Aristotle investigates the ontology of efficient-causal, productive movement in Book VIII (Theta) of his Metaphysics. This goes to show that the investigation of physical movement (κίηησις, μεταβολή) is itself metaphysical in the sense of ontological, i.e. a mode of being. The key concept for the attempt here to clarify what the logos is, is that of δύναμις μετὰ λόγου, that is, a power guided by the logos. The δύναμις (power, force) at work is ἐνέργεια (energeia, literally: at-work-ness), a movement on the way to bringing forth in actuality the fore-seen εἶδος (eidos) as the finished τέλος.(telos, end) This is where the legein of the logos comes into its own. The legein of the logos in the mind has the task of selecting what belongs to the fore-seen eidos of what is to be pro-duced, i.e. brought forth, and what does not, The selection is one of inclusion and exclusion looking into the temporal dimension of the future. An example will help to make this clearer. 

Pancake recipe as εἶδος

Making a pancake is an instance of τέχνη ποιητική belonging to the art of cookery. It requires the cook to fore-see in the mind (νοῦς) the eidos of the pancake that is to be finally made, the telos, which is the purpose for the sake of which (οὖ ἔνεκα) the cook is undertaking the making, along with all the steps that have to be taken, and those to be avoided, in achieving this end. The cook, possessing the know-how of cookery, has to select the appropriate ingredients, the flour, egg, salt and water, along with the appropriate tools, such as a frying pan (not a saucepan) and the hot plate of a stove (not the oven). Only a pinch of salt (not a teaspoonful) is required, and only a cup of water, and 100 grams of flour (not more). The ingredients have to be thoroughly mixed with a whisk (not a rolling pin) after sifting the flour into a basin of an appropriate size. The frying pan has to be given a little oil (not too much) and heated to an appropriate temperature.

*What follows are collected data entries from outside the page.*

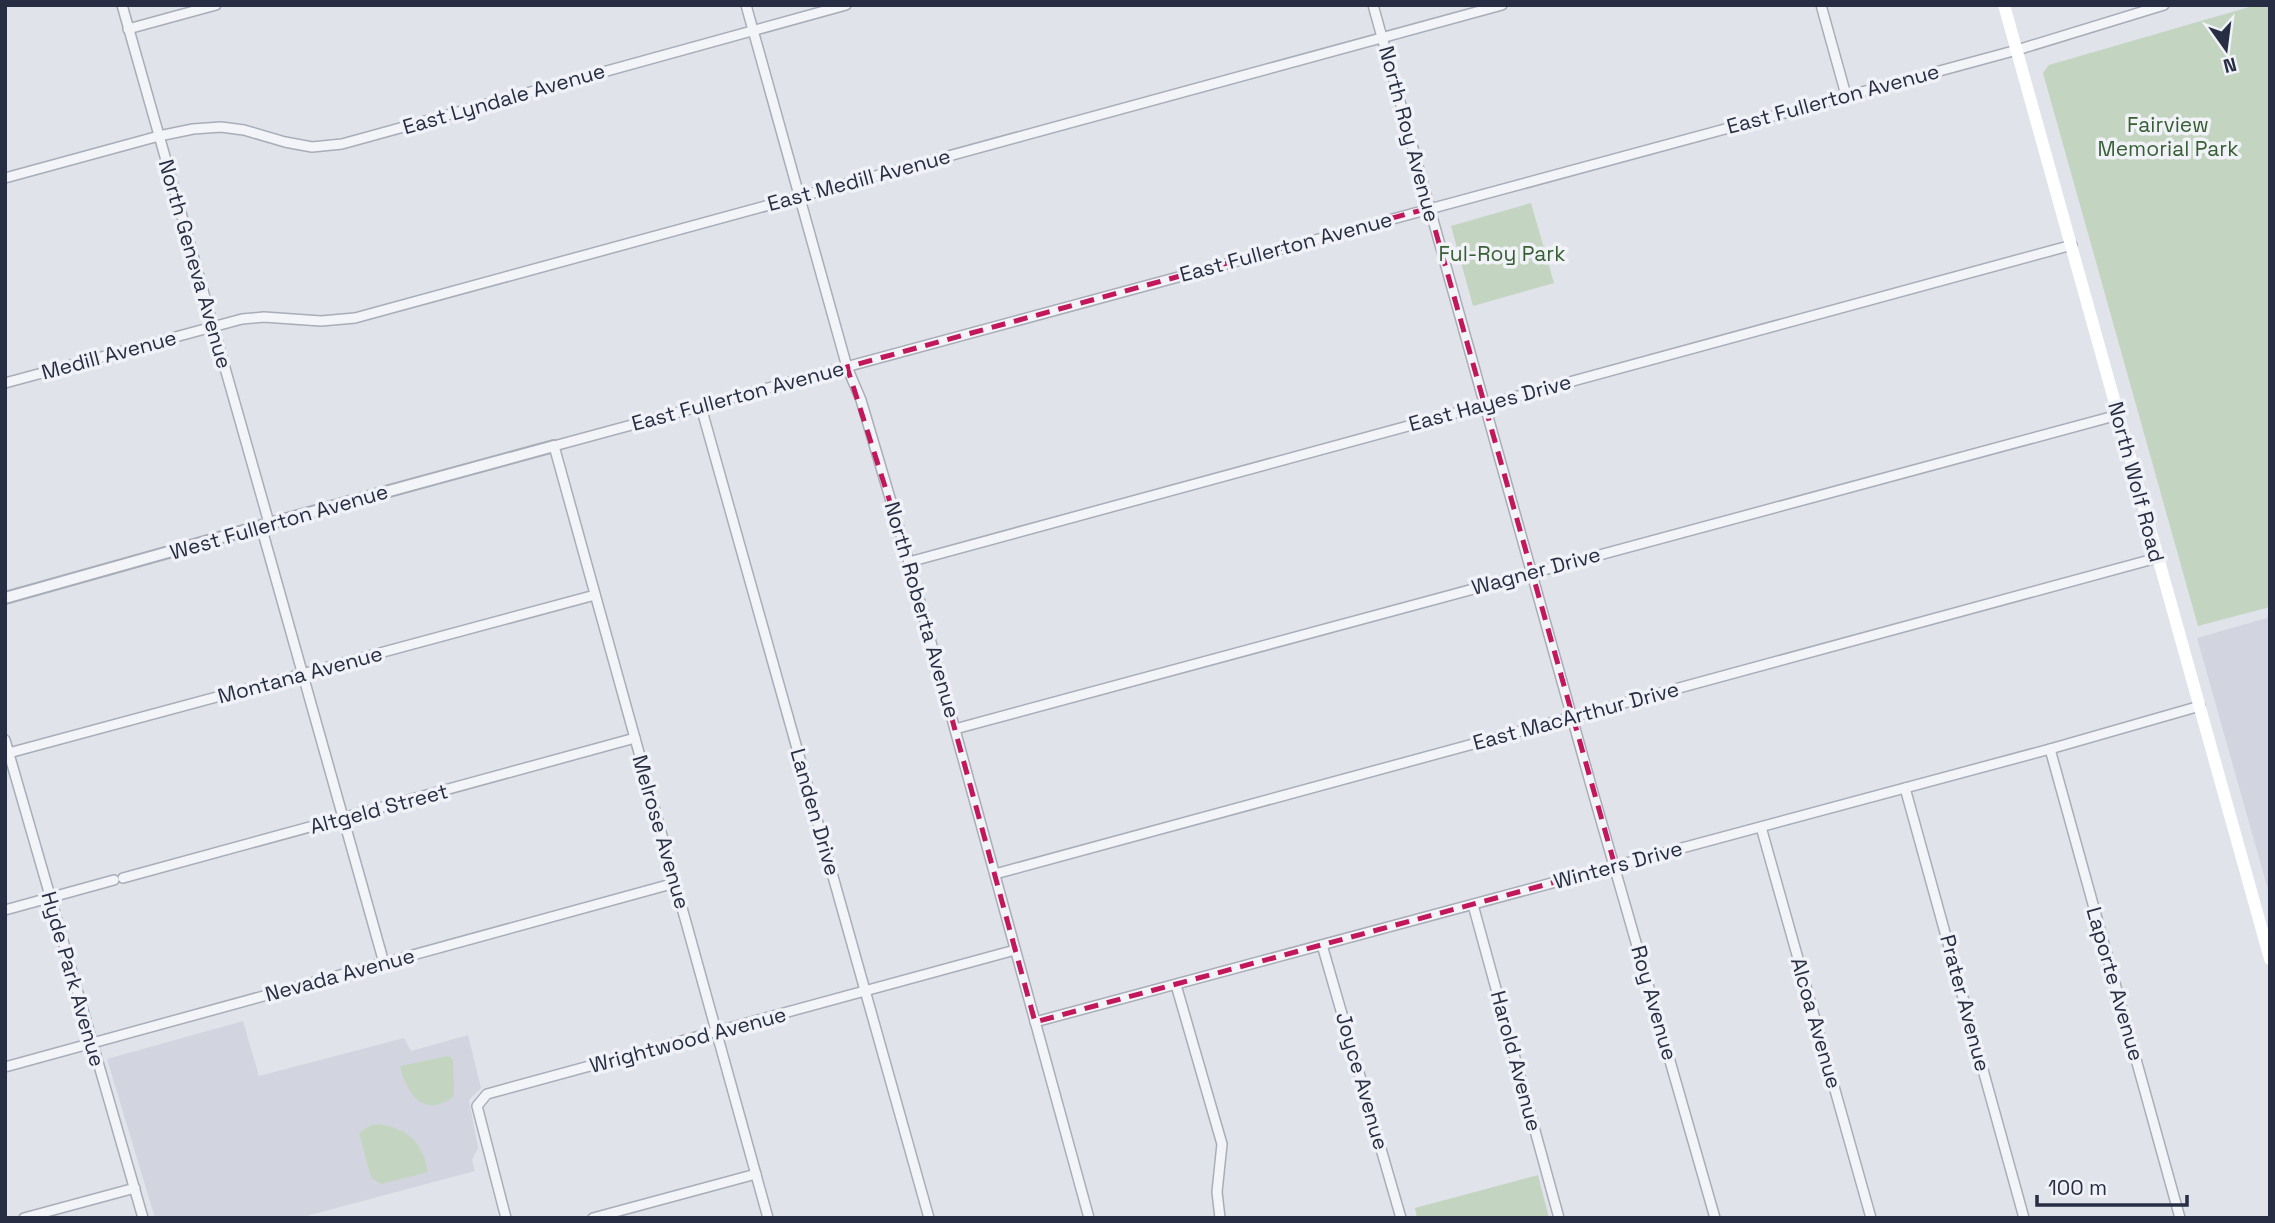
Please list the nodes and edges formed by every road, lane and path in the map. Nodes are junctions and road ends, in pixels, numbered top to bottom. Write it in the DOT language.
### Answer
graph roads {
  1 [pos="122,5"];
  2 [pos="216,5"];
  3 [pos="746,5"];
  4 [pos="846,5"];
  5 [pos="1373,5"];
  6 [pos="1502,5"];
  7 [pos="1821,5"];
  8 [pos="2004,5"];
  9 [pos="2164,5"];
  10 [pos="128,29"];
  11 [pos="753,29"];
  12 [pos="1382,38"];
  13 [pos="2017,50"];
  14 [pos="1846,95"];
  15 [pos="159,136"];
  16 [pos="5,178"];
  17 [pos="799,196"];
  18 [pos="1429,208"];
  19 [pos="2071,245"];
  20 [pos="213,326"];
  21 [pos="847,367"];
  22 [pos="5,383"];
  23 [pos="1486,404"];
  24 [pos="701,407"];
  25 [pos="2118,415"];
  26 [pos="554,446"];
  27 [pos="265,525"];
  28 [pos="2157,558"];
  29 [pos="909,562"];
  30 [pos="1532,572"];
  31 [pos="595,595"];
  32 [pos="5,598"];
  33 [pos="304,674"];
  34 [pos="2200,706"];
  35 [pos="1572,717"];
  36 [pos="955,729"];
  37 [pos="635,738"];
  38 [pos="5,740"];
  39 [pos="2050,749"];
  40 [pos="7,753"];
  41 [pos="1905,788"];
  42 [pos="1592,789"];
  43 [pos="344,819"];
  44 [pos="1761,827"];
  45 [pos="1615,866"];
  46 [pos="995,874"];
  47 [pos="675,883"];
  48 [pos="50,898"];
  49 [pos="1473,905"];
  50 [pos="5,910"];
  51 [pos="1322,945"];
  52 [pos="1014,950"];
  53 [pos="2270,959"];
  54 [pos="384,963"];
  55 [pos="1176,985"];
  56 [pos="865,991"];
  57 [pos="1035,1022"];
  58 [pos="717,1032"];
  59 [pos="92,1043"];
  60 [pos="5,1067"];
  61 [pos="756,1174"];
  62 [pos="135,1188"];
  63 [pos="24,1218"];
  64 [pos="143,1218"];
  65 [pos="506,1218"];
  66 [pos="593,1218"];
  67 [pos="768,1218"];
  68 [pos="929,1218"];
  69 [pos="1090,1218"];
  70 [pos="1220,1218"];
  71 [pos="1401,1218"];
  72 [pos="1559,1218"];
  73 [pos="1715,1218"];
  74 [pos="1871,1218"];
  75 [pos="2024,1218"];
  76 [pos="2180,1218"];
  1 -- 10 [label="street, North Geneva Avenue"];
  2 -- 10 [label="street"];
  3 -- 11 [label="street, North Roberta Avenue"];
  4 -- 11 [label="street, East Lyndale Avenue"];
  5 -- 12 [label="street, North Roy Avenue"];
  6 -- 12 [label="street, East Medill Avenue"];
  7 -- 14 [label="street"];
  8 -- 13 [label="main road, North Wolf Road"];
  9 -- 13 [label="street"];
  10 -- 15 [label="street, North Geneva Avenue"];
  11 -- 15 [label="street, East Lyndale Avenue"];
  11 -- 17 [label="street, North Roberta Avenue"];
  12 -- 17 [label="street, East Medill Avenue"];
  12 -- 18 [label="street, North Roy Avenue"];
  13 -- 14 [label="street, East Fullerton Avenue"];
  13 -- 19 [label="main road, North Wolf Road"];
  14 -- 18 [label="street, East Fullerton Avenue"];
  15 -- 16 [label="street, East Lyndale Avenue"];
  15 -- 20 [label="street, North Geneva Avenue"];
  17 -- 20 [label="street, East Medill Avenue"];
  17 -- 21 [label="street, North Roberta Avenue"];
  18 -- 21 [label="street, East Fullerton Avenue"];
  18 -- 23 [label="street, North Roy Avenue"];
  19 -- 23 [label="street, East Hayes Drive"];
  19 -- 25 [label="main road, North Wolf Road"];
  20 -- 22 [label="street, Medill Avenue"];
  20 -- 27 [label="street, North Geneva Avenue"];
  21 -- 24 [label="street, East Fullerton Avenue"];
  21 -- 29 [label="street, North Roberta Avenue"];
  23 -- 29 [label="street, East Hayes Drive"];
  23 -- 30 [label="street, North Roy Avenue"];
  24 -- 26 [label="street, East Fullerton Avenue"];
  24 -- 56 [label="street, Landen Drive"];
  25 -- 28 [label="main road, North Wolf Road"];
  25 -- 30 [label="street, Wagner Drive"];
  26 -- 27 [label="street, West Fullerton Avenue"];
  26 -- 31 [label="street, Melrose Avenue"];
  27 -- 32 [label="street, West Fullerton Avenue"];
  27 -- 33 [label="street, North Geneva Avenue"];
  28 -- 34 [label="main road, North Wolf Road"];
  28 -- 35 [label="street, East MacArthur Drive"];
  29 -- 36 [label="street, North Roberta Avenue"];
  30 -- 35 [label="street, North Roy Avenue"];
  30 -- 36 [label="street, Wagner Drive"];
  31 -- 33 [label="street, Montana Avenue"];
  31 -- 37 [label="street, Melrose Avenue"];
  33 -- 40 [label="street, Montana Avenue"];
  33 -- 43 [label="street, North Geneva Avenue"];
  34 -- 39 [label="street, Winters Drive"];
  34 -- 53 [label="main road, North Wolf Road"];
  35 -- 42 [label="street, North Roy Avenue"];
  35 -- 46 [label="street, East MacArthur Drive"];
  36 -- 46 [label="street, North Roberta Avenue"];
  37 -- 43 [label="street, Altgeld Street"];
  37 -- 47 [label="street, Melrose Avenue"];
  38 -- 40 [label="street, Hyde Park Avenue"];
  39 -- 41 [label="street, Winters Drive"];
  39 -- 76 [label="street, Laporte Avenue"];
  40 -- 48 [label="street, Hyde Park Avenue"];
  41 -- 44 [label="street, Winters Drive"];
  41 -- 75 [label="street, Prater Avenue"];
  42 -- 45 [label="street, Roy Avenue"];
  43 -- 48 [label="street, Altgeld Street"];
  43 -- 54 [label="street, North Geneva Avenue"];
  44 -- 45 [label="street, Winters Drive"];
  44 -- 74 [label="street, Alcoa Avenue"];
  45 -- 49 [label="street, Winters Drive"];
  45 -- 73 [label="street, Roy Avenue"];
  46 -- 52 [label="street, North Roberta Avenue"];
  47 -- 54 [label="street, Nevada Avenue"];
  47 -- 58 [label="street, Melrose Avenue"];
  48 -- 50 [label="street, Altgeld Street"];
  48 -- 59 [label="street, Hyde Park Avenue"];
  49 -- 51 [label="street, Winters Drive"];
  49 -- 72 [label="street, Harold Avenue"];
  51 -- 55 [label="street, Winters Drive"];
  51 -- 71 [label="street, Joyce Avenue"];
  52 -- 56 [label="street, Wrightwood Avenue"];
  52 -- 57 [label="street, North Roberta Avenue"];
  54 -- 59 [label="street, Nevada Avenue"];
  55 -- 57 [label="street, Winters Drive"];
  55 -- 70 [label="street"];
  56 -- 58 [label="street, Wrightwood Avenue"];
  56 -- 68 [label="street, Landen Drive"];
  57 -- 69 [label="street, North Roberta Avenue"];
  58 -- 61 [label="street, Melrose Avenue"];
  58 -- 65 [label="street, Wrightwood Avenue"];
  59 -- 60 [label="street, Nevada Avenue"];
  59 -- 62 [label="street, Hyde Park Avenue"];
  61 -- 66 [label="street"];
  61 -- 67 [label="street, Melrose Avenue"];
  62 -- 63 [label="street"];
  62 -- 64 [label="street, Hyde Park Avenue"];
}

The mixture has to be poured into the frying pan and fried for the appropriate time (to avoid burning), being turned from one side to the other at the right time (not too soon, not too late). All this making requires knowingly including what has to be done and excluding what has to be avoided to actualize the envisaged eidos of a finished pancake as telos, which is the fore-seen end of the making, at which the movement of cooking comes to an end and has its end (ἐντελέχεια, literally, in-end-have-ness) of a pancake ready to eat. 

Further reading: On the interpretation of δύναμις μετὰ λόγου as selective (auswählend, ein- und ausschließend) cf. Martin Heidegger Aristoteles, Metaphysik θ 1-3 Vorlesung SS1931, ed. Heinrich Hüni, Gesamtausgabe Klostermann, Frankfurt/M. 1981 § 14 GA33:150ff.